→ **Task to carry out**: Once you reach the line containing "middle mcp: (291, 267)", reproduce it and every later line exactly, through the end of the data.
---- Source records
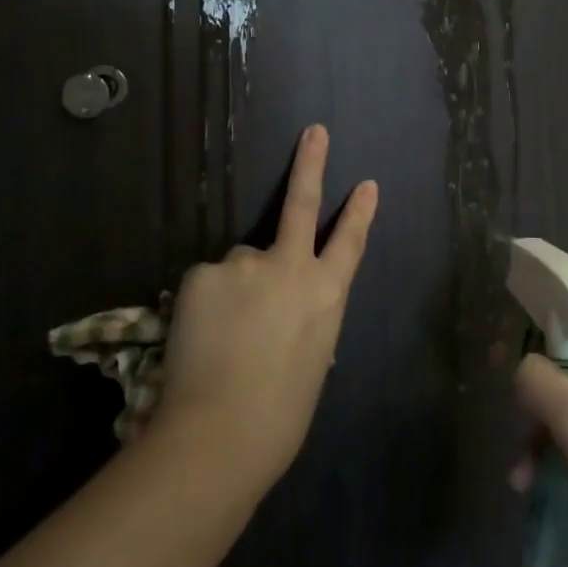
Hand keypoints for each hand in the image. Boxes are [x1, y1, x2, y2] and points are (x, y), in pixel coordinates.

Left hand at [155, 125, 378, 492]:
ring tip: (223, 335)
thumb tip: (290, 312)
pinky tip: (201, 335)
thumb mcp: (312, 361)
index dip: (359, 212)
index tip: (367, 183)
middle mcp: (291, 267)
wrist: (219, 435)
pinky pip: (209, 281)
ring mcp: (245, 264)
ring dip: (236, 286)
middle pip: (301, 204)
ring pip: (240, 264)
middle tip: (313, 131)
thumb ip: (305, 321)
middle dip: (310, 164)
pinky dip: (206, 302)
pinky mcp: (204, 273)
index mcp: (327, 294)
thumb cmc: (279, 415)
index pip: (349, 243)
--------
→ **Response**:
middle mcp: (291, 267)
wrist: (219, 435)
pinky pip: (209, 281)
ring mcp: (245, 264)
ring dip: (236, 286)
middle pip: (301, 204)
ring pip: (240, 264)
middle tip: (313, 131)
thumb ip: (305, 321)
middle dip: (310, 164)
pinky dip: (206, 302)
pinky mcp: (204, 273)
index mcp: (327, 294)
thumb cmc: (279, 415)
index pip: (349, 243)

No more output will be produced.